# urgent help please - sphere

• Jan 15th 2007, 11:07 PM
Jenny20
Show why (x,y,z) = (a*sin(phi)* cos(theta) , a*sin(phi)* sin(theta), sqrt(3)*a*sin(phi) ) lies on the sphere of radius 2a centered at origin.
• Jan 16th 2007, 04:40 AM
topsquark
Quote:

Originally Posted by Jenny20
Show why (x,y,z) = (a*sin(phi)* cos(theta) , a*sin(phi)* sin(theta), sqrt(3)*a*sin(phi) ) lies on the sphere of radius 2a centered at origin.

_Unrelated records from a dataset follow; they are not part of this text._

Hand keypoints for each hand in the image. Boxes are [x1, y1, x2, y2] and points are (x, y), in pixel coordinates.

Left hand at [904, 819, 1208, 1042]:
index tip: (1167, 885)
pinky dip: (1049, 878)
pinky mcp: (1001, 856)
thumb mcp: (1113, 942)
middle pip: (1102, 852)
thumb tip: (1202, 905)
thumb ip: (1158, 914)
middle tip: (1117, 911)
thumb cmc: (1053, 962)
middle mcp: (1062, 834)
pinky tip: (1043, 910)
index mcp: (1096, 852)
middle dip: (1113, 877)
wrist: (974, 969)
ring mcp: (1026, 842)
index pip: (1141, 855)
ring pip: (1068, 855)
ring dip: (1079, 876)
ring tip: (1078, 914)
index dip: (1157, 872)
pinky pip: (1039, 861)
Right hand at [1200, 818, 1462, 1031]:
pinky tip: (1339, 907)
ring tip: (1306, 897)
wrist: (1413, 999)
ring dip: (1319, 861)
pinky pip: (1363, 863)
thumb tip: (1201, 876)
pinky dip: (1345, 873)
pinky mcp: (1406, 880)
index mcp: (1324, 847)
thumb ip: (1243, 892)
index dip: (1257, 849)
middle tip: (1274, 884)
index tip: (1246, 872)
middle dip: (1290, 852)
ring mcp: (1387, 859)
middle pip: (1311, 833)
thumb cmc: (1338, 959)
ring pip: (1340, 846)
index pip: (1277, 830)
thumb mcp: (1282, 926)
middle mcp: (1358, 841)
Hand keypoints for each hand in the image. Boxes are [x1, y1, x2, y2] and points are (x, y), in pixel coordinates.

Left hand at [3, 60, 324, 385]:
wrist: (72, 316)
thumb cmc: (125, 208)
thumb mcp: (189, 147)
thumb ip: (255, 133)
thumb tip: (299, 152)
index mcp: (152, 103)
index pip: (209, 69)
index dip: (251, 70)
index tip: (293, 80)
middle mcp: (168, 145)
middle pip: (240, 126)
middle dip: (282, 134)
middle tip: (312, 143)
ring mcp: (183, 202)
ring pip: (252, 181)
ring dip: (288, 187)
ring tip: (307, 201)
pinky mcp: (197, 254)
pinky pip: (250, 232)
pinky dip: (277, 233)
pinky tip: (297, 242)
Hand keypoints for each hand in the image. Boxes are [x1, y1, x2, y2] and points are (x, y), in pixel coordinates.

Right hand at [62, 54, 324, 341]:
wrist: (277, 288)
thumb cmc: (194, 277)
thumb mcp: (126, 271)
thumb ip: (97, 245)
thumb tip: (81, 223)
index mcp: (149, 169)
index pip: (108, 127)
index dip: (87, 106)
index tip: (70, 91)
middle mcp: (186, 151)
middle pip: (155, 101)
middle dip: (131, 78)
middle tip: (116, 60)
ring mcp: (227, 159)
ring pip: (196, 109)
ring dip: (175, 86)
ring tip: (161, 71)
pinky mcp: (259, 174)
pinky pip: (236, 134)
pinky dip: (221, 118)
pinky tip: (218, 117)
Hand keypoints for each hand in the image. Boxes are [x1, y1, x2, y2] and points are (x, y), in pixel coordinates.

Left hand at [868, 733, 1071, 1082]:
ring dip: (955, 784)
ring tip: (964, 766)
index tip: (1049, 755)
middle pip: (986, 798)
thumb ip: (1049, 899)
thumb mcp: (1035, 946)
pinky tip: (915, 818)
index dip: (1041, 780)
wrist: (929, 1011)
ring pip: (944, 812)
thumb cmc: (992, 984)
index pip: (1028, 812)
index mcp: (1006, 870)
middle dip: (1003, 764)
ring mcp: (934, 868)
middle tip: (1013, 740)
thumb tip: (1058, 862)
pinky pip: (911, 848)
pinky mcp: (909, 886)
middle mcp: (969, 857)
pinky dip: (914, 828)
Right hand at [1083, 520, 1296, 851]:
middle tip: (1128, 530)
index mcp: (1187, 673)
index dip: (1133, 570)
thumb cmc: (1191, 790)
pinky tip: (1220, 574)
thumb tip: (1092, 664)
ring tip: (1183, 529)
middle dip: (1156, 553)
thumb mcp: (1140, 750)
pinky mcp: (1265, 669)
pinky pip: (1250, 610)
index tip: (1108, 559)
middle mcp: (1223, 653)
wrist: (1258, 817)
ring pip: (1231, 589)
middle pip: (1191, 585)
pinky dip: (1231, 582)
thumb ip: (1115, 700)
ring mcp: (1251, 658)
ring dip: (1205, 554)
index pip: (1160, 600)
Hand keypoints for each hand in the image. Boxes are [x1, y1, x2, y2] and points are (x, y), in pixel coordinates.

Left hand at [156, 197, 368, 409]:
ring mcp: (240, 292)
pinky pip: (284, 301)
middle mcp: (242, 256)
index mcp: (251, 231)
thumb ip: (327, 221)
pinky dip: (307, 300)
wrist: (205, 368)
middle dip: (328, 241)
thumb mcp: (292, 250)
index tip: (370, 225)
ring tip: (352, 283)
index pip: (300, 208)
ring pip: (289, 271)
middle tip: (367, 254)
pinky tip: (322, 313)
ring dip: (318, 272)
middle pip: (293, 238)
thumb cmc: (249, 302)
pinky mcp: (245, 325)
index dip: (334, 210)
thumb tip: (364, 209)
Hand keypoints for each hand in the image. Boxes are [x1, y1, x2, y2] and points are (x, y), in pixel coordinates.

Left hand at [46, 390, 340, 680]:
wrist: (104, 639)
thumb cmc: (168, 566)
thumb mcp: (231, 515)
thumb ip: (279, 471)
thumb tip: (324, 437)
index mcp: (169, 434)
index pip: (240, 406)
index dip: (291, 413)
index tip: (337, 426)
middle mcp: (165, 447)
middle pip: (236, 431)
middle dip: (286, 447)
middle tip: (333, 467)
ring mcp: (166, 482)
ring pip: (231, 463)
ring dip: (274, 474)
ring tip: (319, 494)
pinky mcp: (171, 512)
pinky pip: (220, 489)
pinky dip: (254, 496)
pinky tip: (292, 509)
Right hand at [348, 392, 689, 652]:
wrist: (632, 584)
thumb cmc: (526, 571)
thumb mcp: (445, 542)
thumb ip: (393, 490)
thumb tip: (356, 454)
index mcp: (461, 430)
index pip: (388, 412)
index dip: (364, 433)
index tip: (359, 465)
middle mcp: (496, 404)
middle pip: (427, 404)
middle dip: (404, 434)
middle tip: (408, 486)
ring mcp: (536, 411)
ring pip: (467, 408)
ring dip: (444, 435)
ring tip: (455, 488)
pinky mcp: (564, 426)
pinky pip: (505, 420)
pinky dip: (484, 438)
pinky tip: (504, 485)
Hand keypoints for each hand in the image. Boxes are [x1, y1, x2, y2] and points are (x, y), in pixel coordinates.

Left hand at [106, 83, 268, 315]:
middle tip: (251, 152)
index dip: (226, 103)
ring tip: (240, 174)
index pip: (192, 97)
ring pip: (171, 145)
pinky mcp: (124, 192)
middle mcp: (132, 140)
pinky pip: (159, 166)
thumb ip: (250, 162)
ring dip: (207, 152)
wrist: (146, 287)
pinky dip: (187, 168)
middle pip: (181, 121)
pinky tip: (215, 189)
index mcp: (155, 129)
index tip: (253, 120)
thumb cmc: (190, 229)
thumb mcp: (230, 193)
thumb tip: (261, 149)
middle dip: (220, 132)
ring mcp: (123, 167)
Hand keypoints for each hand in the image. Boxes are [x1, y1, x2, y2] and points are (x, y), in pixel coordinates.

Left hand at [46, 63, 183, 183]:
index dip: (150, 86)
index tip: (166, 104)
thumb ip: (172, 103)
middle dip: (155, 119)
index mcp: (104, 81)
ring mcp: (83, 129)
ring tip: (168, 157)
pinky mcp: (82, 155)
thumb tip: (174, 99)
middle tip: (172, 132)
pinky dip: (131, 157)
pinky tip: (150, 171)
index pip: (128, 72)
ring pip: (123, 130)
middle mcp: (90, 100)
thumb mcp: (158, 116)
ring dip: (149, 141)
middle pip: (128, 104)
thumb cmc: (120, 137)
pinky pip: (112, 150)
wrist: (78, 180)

I'm not getting a result that says it's on this sphere:

Find the distance between this point and the origin:

$\displaystyle d = \sqrt{(asin(\phi)cos(\theta) - 0)^2 + (asin(\phi)sin(\theta) - 0)^2 + (\sqrt{3}asin(\phi) - 0)^2}$

$\displaystyle d = \sqrt{a^2sin^2(\phi)cos^2(\theta) + a^2sin^2(\phi)sin^2(\theta) + 3a^2sin^2(\phi)}$

$\displaystyle d = \sqrt{a^2sin^2(\phi)[cos^2(\theta) + sin^2(\theta)] + 3a^2sin^2(\phi)}$

$\displaystyle d = \sqrt{a^2sin^2(\phi) + 3a^2sin^2(\phi)}$

$\displaystyle d = \sqrt{4a^2sin^2(\phi)}$

$\displaystyle d = |2asin(\phi)|$

For this point to be on the sphere centered at the origin with a radius of 2a this distance would have to be 2a.

-Dan
• Jan 16th 2007, 05:01 AM
ThePerfectHacker
Quote:

Originally Posted by topsquark
$\displaystyle d = |2asin(\phi)|$

For this point to be on the sphere centered at the origin with a radius of 2a this distance would have to be 2a.

I think this shows that,
$\displaystyle -1\leq d\leq 1$.
Those all the points in in the sphere though not necessarility on it.
• Jan 16th 2007, 08:16 AM
Jenny20
Thank you very much !